On this, however, followed the real criticism, written by the real critics.
How did a man in the Christiania of those days—by which I mean the years between 1850 and 1860, or thereabouts—become a real literary, and in particular dramatic, critic?
As a rule, the process was as follows: After some preparatory exercises in the columns of the Samfundsblad, and after the play, the future critic betook himself to Johan Dahl's bookshop and ordered from Copenhagen a copy of J. L. Heiberg's Prose Works, among which was to be found—so he had heard it said—an essay entitled On the Vaudeville. This essay was in due course read, ruminated on, and possibly to a certain extent understood. From Heiberg's writings the young man, moreover, learned of a controversy which that author had carried on in his day with Professor Oehlenschlager and with the Soro poet, Hauch. And he was simultaneously made aware that J. L. Baggesen (the author of Letters from the Dead) had at a still earlier period made a similar attack on the great author who wrote both Axel and Valborg and Hakon Jarl.
A quantity of other information useful to a critic was to be extracted from these writings. From them one learned, for instance, that taste obliged a good critic to be scandalised by a hiatus. Did the young critical Jeronimuses of Christiania encounter such a monstrosity in any new verse, they were as certain as their prototype in Holberg to shout their "Hoity-toity! the world will not last till Easter!"
The origin of another peculiar characteristic of the criticism then prevalent in the Norwegian capital was long a puzzle to me. Every time a new author published a book or had a little play acted, our critics were in the habit of flying into an ungovernable passion and behaving as if the publication of the book or the performance of the play were a mortal insult to themselves and the newspapers in which they wrote. As already remarked, I puzzled long over this peculiarity. At last I got to the bottom of the matter. Whilst reading the Danish Monthly Journal of Literature I was struck by the fact that old State-Councillor Molbech was invariably seized with a fit of rage when a young author published a book or had a play acted in Copenhagen.
Thus, or in a manner closely resembling this, had the tribunal qualified itself, which now, in the daily press, summoned The Feast at Solhoug to the bar of criticism in Christiania. It was principally composed of young men who, as regards criticism, lived upon loans from various quarters. Their critical thought had long ago been thought and expressed by others; their opinions had long ere now been formulated elsewhere. Their aesthetic principles were borrowed; their critical method was borrowed; the polemical tactics they employed were borrowed in every particular, great and small. Their very frame of mind was borrowed. Borrowing, borrowing, here, there, and everywhere! The single original thing about them was that they invariably made a wrong and unseasonable application of their borrowings.

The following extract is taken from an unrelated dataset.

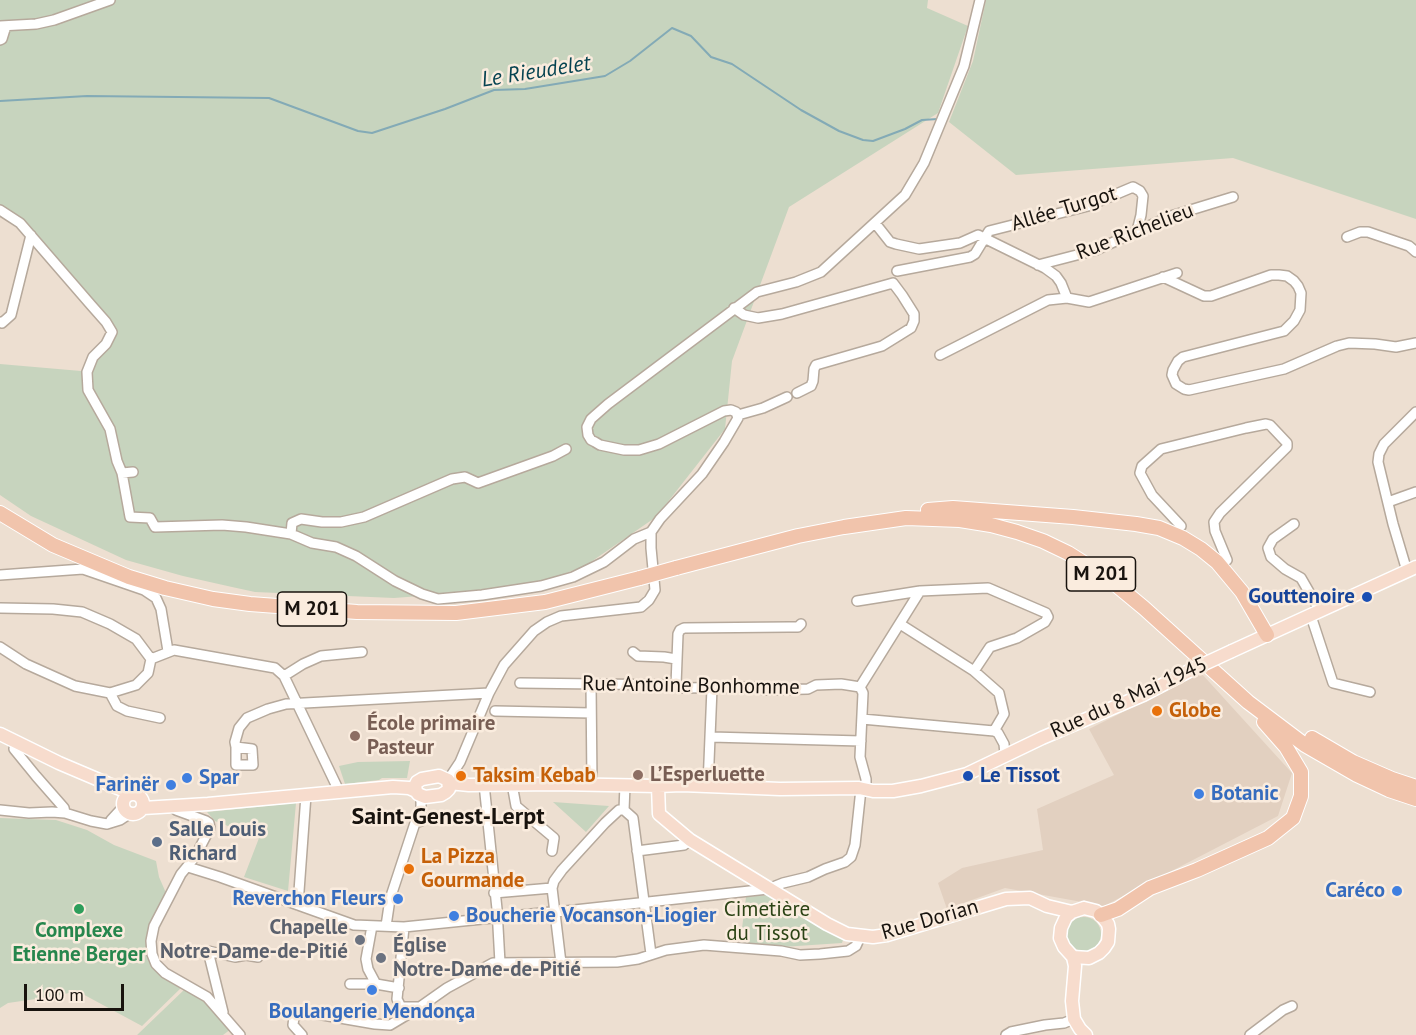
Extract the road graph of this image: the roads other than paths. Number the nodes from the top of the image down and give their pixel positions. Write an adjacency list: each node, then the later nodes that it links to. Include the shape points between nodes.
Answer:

It can surprise no one that this body, the members of which, as critics, supported themselves by borrowing, should have presupposed similar action on my part, as author. Two, possibly more than two, of the newspapers promptly discovered that I had borrowed this, that, and the other thing form Henrik Hertz's play, Svend Dyring's House.
This is a baseless and indefensible critical assertion. It is evidently to be ascribed to the fact that the metre of the ancient ballads is employed in both plays. But my tone is quite different from Hertz's; the language of my play has a different ring; a light summer breeze plays over the rhythm of my verse: over that or Hertz's brood the storms of autumn.
Nor, as regards the characters, the action, and the contents of the plays generally, is there any other or any greater resemblance between them than that which is a natural consequence of the derivation of the subjects of both from the narrow circle of ideas in which the ancient ballads move.
It might be maintained with quite as much, or even more, reason that Hertz in his Svend Dyring's House had borrowed, and that to no inconsiderable extent, from Heinrich von Kleist's Kathchen von Heilbronn, a play written at the beginning of this century. Kathchen's relation to Count Wetterstrahl is in all essentials the same as Tagnhild's to the knight, Stig Hvide. Like Ragnhild, Kathchen is compelled by a mysterious, inexplicable power to follow the man she loves wherever he goes, to steal secretly after him, to lay herself down to sleep near him, to come back to him, as by some innate compulsion, however often she may be driven away. And other instances of supernatural interference are to be met with both in Kleist's and in Hertz's play.